We have an enormous quantity of data on Wikimedia projects, and many ways that we can examine those data. As this Dilbert strip points out, context is important, and looking at statistics devoid of their larger contexts can be problematic. http://dilbert.com/strips/comic/1993-02-07/
Since data analysis is also something that Wikipedia does in the areas I mentioned previously, I'm passing along a few links for those who may be interested about the benefits and limitations of big data.
* Links:
From the Harvard Business Review
http://hbr.org/2012/04/good-data-wont-guarantee-good-decisions/ar/1
From the New York Times
https://www.nytimes.com/2012/12/30/technology/big-data-is-great-but-dont-for... and https://www.nytimes.com/2012/02/12/sunday-review/big-datas-impact-in-the-wor...
From the Wall Street Journal. This may be especially interesting to those who are participating in the discussions on Wikimedia-l regarding how Wikimedia selects, pays, and manages its staff.
http://online.wsj.com/article/SB10000872396390443890304578006252019616768.ht...
And from English Wikipedia (: https://en.wikipedia.org/wiki/Big_data and https://en.wikipedia.org/wiki/Data_mining and https://en.wikipedia.org/wiki/Business_intelligence
Cheers,
Pine
Hi Pine,
It might be because of the alcohol I've ingested these last days, but - what are you proposing exactly?
Hapy new year, strainu
2012/12/30, ENWP Pine deyntestiss@hotmail.com:
I'm sending this to Wikimedia-l, Wikitech-l, and Research-l in case other people in the Wikimedia movement or staff are interested in "big data" as it relates to Wikimedia. I hope that those who are interested in discussions about WMF editor engagement efforts, WMF fundraising, or WMF HR practices will also find that this email interests them. Feel free to skip straight to the links in the latter portion of this email if you're already familiar with "big data" and its analysis and if you just want to see what other people are writing about the subject.
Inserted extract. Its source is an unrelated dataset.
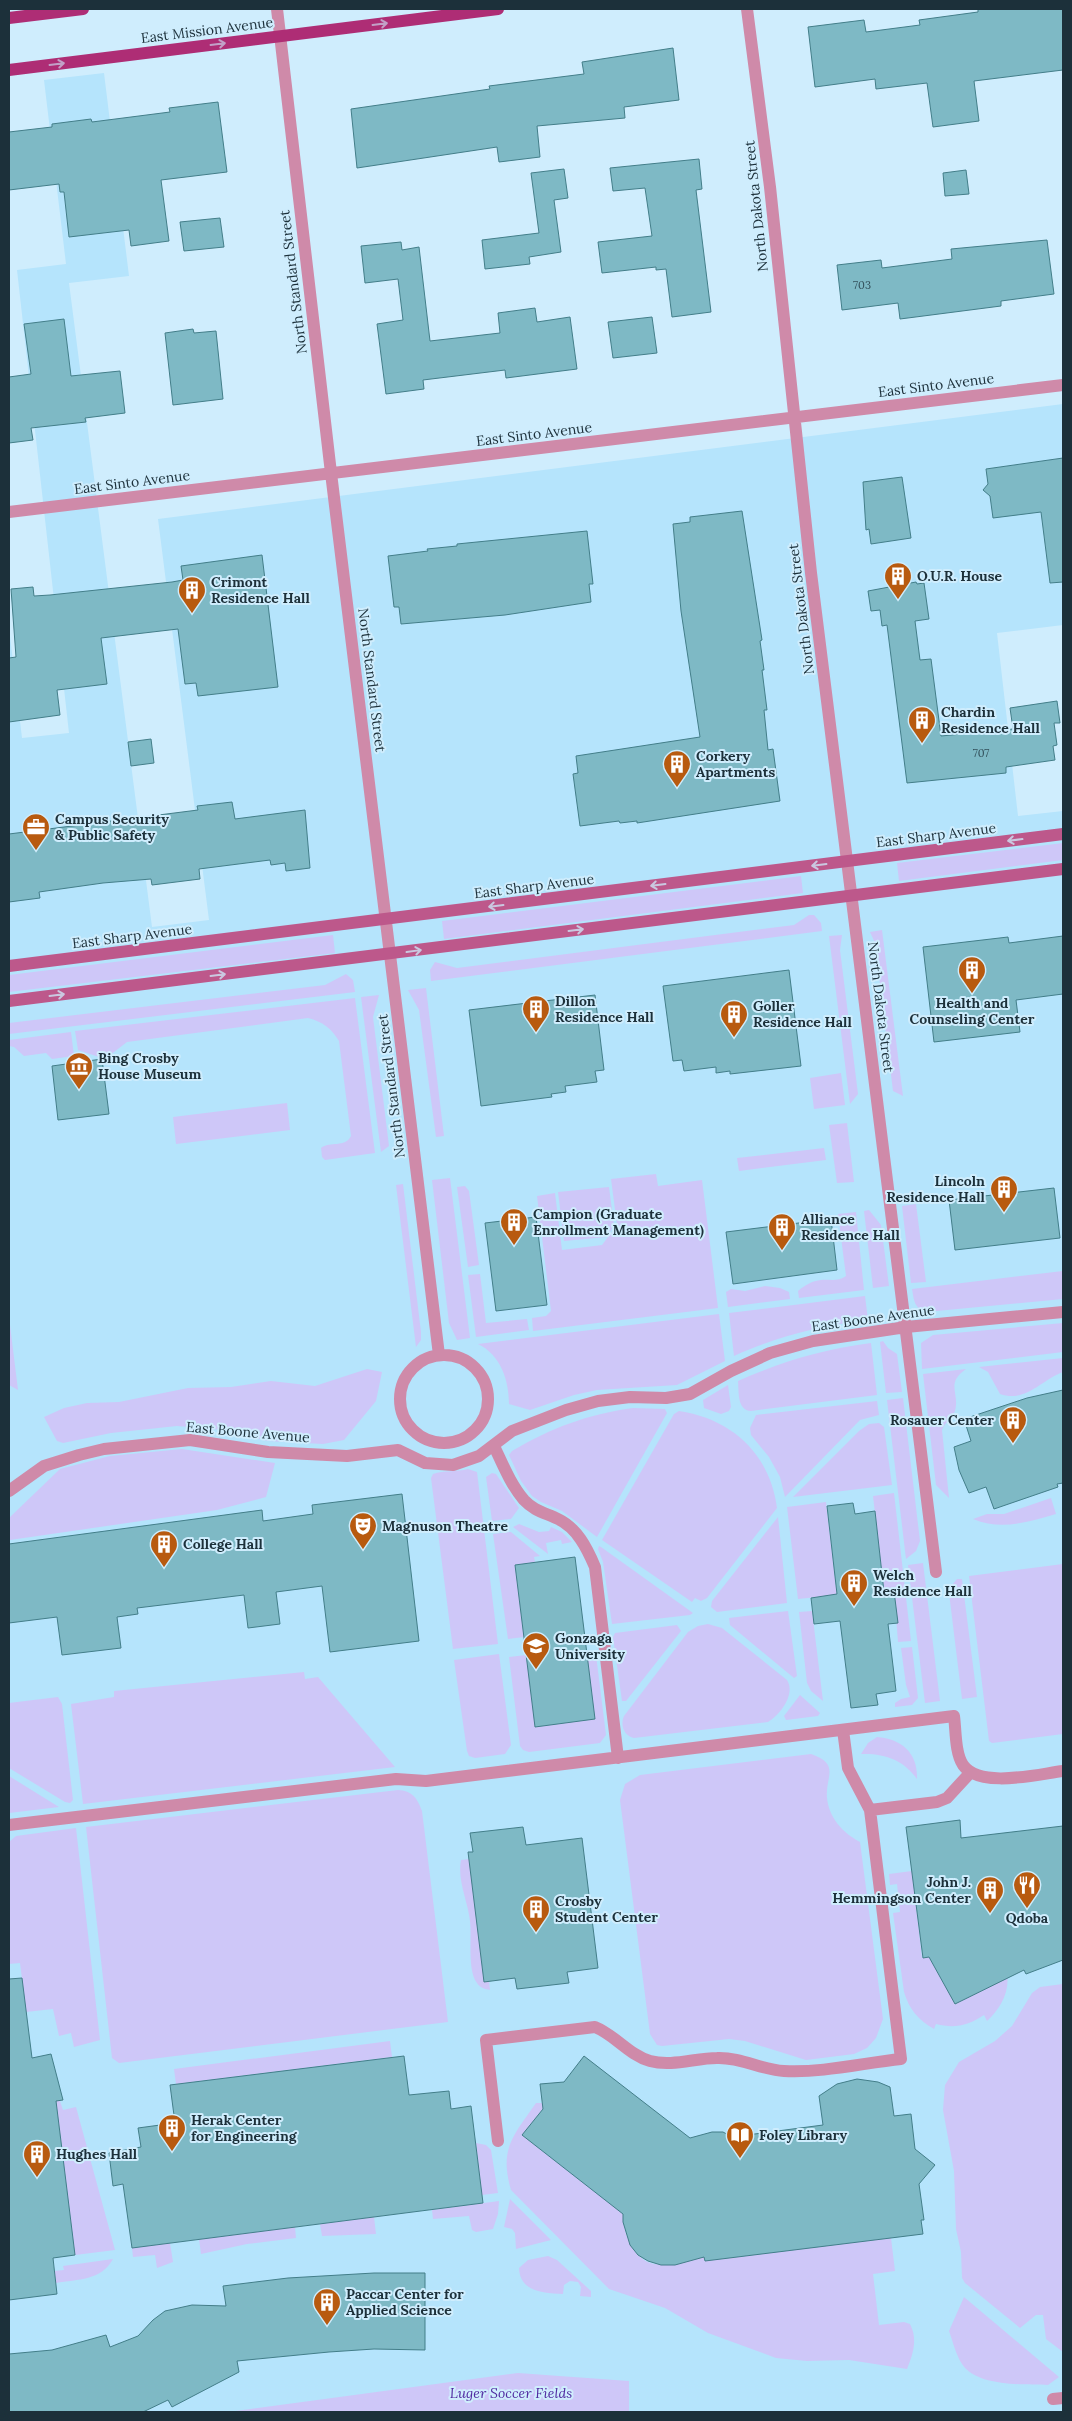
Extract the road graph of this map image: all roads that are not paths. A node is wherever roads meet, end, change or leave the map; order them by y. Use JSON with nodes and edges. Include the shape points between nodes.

- Introductory comments / my personal opinion
"Big data" refers to large quantities of information that are so large that they are difficult to analyze and may not be related internally in an obvious way. See https://en.wikipedia.org/wiki/Big_data
I think that most of us would agree that moving much of an organization's information into "the Cloud", and/or directing people to analyze massive quantities of information, will not automatically result in better, or even good, decisions based on that information. Also, I think that most of us would agree that bigger and/or more accessible quantities of data does not necessarily imply that the data are more accurate or more relevant for a particular purpose. Another concern is the possibility of unwelcome intrusions into sensitive information, including the possibility of data breaches; imagine the possible consequences if a hacker broke into supposedly secure databases held by Facebook or the Securities and Exchange Commission.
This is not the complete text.